I’ll let Jeff provide the update on the courtroom events of the day – stay tuned for some interesting information! In the meantime, I thought I’d give a little background on the setup here at Fort Meade.
According to (the dreaded) Wikipedia: “Fort George G. Meade is a United States Army installation that includes the Defense Information School, the United States Army Field Band, and the headquarters of United States Cyber Command, the National Security Agency, the Defense Courier Service, and Defense Information Systems Agency headquarters. It is named for George G. Meade, a general from the U.S. Civil War, who served as commander of the Army of the Potomac.”
The base is located southwest of Baltimore and is a short drive from BWI airport. Entry to the base for NGOs is easy; I simply proceed through the main gate (which is probably six miles from my hotel) and to a vehicle inspection checkpoint where uniformed men check my driver’s license and car registration. They ask my business on the base send me on my way. It is a short drive to Smallwood Hall, past the impressive-looking headquarters of the Defense Information Systems Agency, which provides IT and communications support to the President, Vice President, Secretary of Defense, and military services.
Smallwood Hall is a small, house-like building. In front of the building are two large satellite dishes. I spoke with an IT contractor for the Office of Military Commissions who is on site and operates the system while we are here. He informed me the dishes receive the video and audio from Guantánamo through two satellites, a KU band and a C band. The satellites reside in a geosynchronous orbit in what is commonly referred to as the “Clarke orbit” 36,000 miles above the equator. The dual signals provide complete redundancy in the event of an interruption in the signal from one of the two satellites. In the event of heavy rain, which we are experiencing at Fort Meade today, the KU band is often interrupted and the C band is used. Interestingly, the satellites are owned by a Canadian and a Belgian firm, from whom the government leases bandwidth.
After the IT contractor, I have been the first to arrive each day, a little after 8:00 a.m. There is no particular protocol for entering the Post Theater; the door is unlocked and I just walk in and select a seat in a small auditorium similar to a classroom at our law school. A large screen fronts the room flanked by a United States flag and a U.S. Army flag. Around 8:35 a group of reporters and bloggers arrives together. They are required to meet at the main base entrance and their vehicles undergo a bomb sniff before proceeding to the theater with an escort. They also must be escorted off the post. Present today were representatives from Reuters, Huffington Post, New York Daily News, and Agence France-Presse, and a blogger/reporter from the Brookings Institution. Yesterday an L.A. Times reporter was also here. In addition, there is a reporter from the Armed Forces Press Service (of the Department of Defense) and also an observer from the “OSD” – Office of the Secretary of Defense. He described himself as a “media analyst” for the DOD and was very personable and helpful. Today he provided the media escort off the base.

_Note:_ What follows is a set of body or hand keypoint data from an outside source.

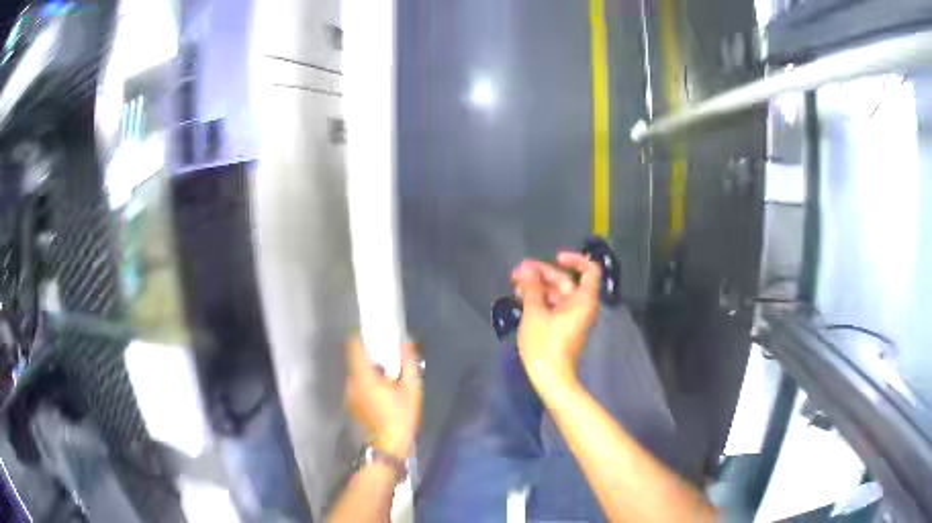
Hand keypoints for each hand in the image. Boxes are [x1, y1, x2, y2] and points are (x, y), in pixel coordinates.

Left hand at [344, 335, 422, 458]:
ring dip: (371, 373)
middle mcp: (351, 383)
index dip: (362, 337)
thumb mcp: (412, 389)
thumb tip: (406, 343)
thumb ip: (409, 363)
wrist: (388, 448)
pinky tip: (383, 396)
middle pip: (356, 360)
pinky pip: (357, 387)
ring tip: (390, 381)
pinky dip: (368, 385)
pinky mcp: (351, 405)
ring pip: (357, 374)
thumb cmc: (400, 418)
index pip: (353, 346)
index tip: (376, 336)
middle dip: (372, 358)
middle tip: (392, 362)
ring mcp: (349, 395)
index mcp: (363, 376)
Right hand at [511, 252, 601, 391]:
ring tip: (515, 283)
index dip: (574, 260)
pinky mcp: (563, 327)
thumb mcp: (535, 314)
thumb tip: (526, 269)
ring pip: (557, 294)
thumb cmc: (546, 345)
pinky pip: (554, 306)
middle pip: (567, 281)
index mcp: (584, 300)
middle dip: (543, 274)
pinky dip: (541, 300)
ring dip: (538, 287)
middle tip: (518, 271)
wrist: (552, 379)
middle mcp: (582, 306)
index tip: (555, 258)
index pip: (589, 270)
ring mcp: (573, 318)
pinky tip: (522, 298)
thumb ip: (532, 288)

The family members watch at another location on base; I’m told by one of the press here that some NGOs may be at that location as well, and when Smallwood Hall is occupied with another event, the press may view the proceedings from that location also.
We are permitted to bring cell phones and laptops into the theater. In fact, a white board at the front of the room provides the WiFi password for the building. The reporters are thus able to post reports in real time as court is in session. I would be interested to know what (if any) monitoring is done by DOD of this connection.
Another nice amenity is that someone from a canteen on base is here every morning to take our lunch orders. For a not terribly unreasonable price (e.g., $8.00 club sandwich; $2.50 piece of pizza) we can order lunch which is delivered to us at midday. And finally, on the first day of the hearings we were provided with a CD-ROM containing PDFs of what appear to be all the public filings in the case to date. This is all very helpful but I also suspect it is aimed at limiting the media’s exposure to the base and exercising some control over what documents are “officially” provided.
The atmosphere is congenial; the other attendees were happy to answer my questions and discuss issues. While the hearings are ongoing there is not a lot of discussion, but during breaks and after adjournment they ask each other questions and confirm certain details of the hearings with each other as they prepare to post their stories for the day.
We adjourned early again today – Jeff will have more later on all the excitement!!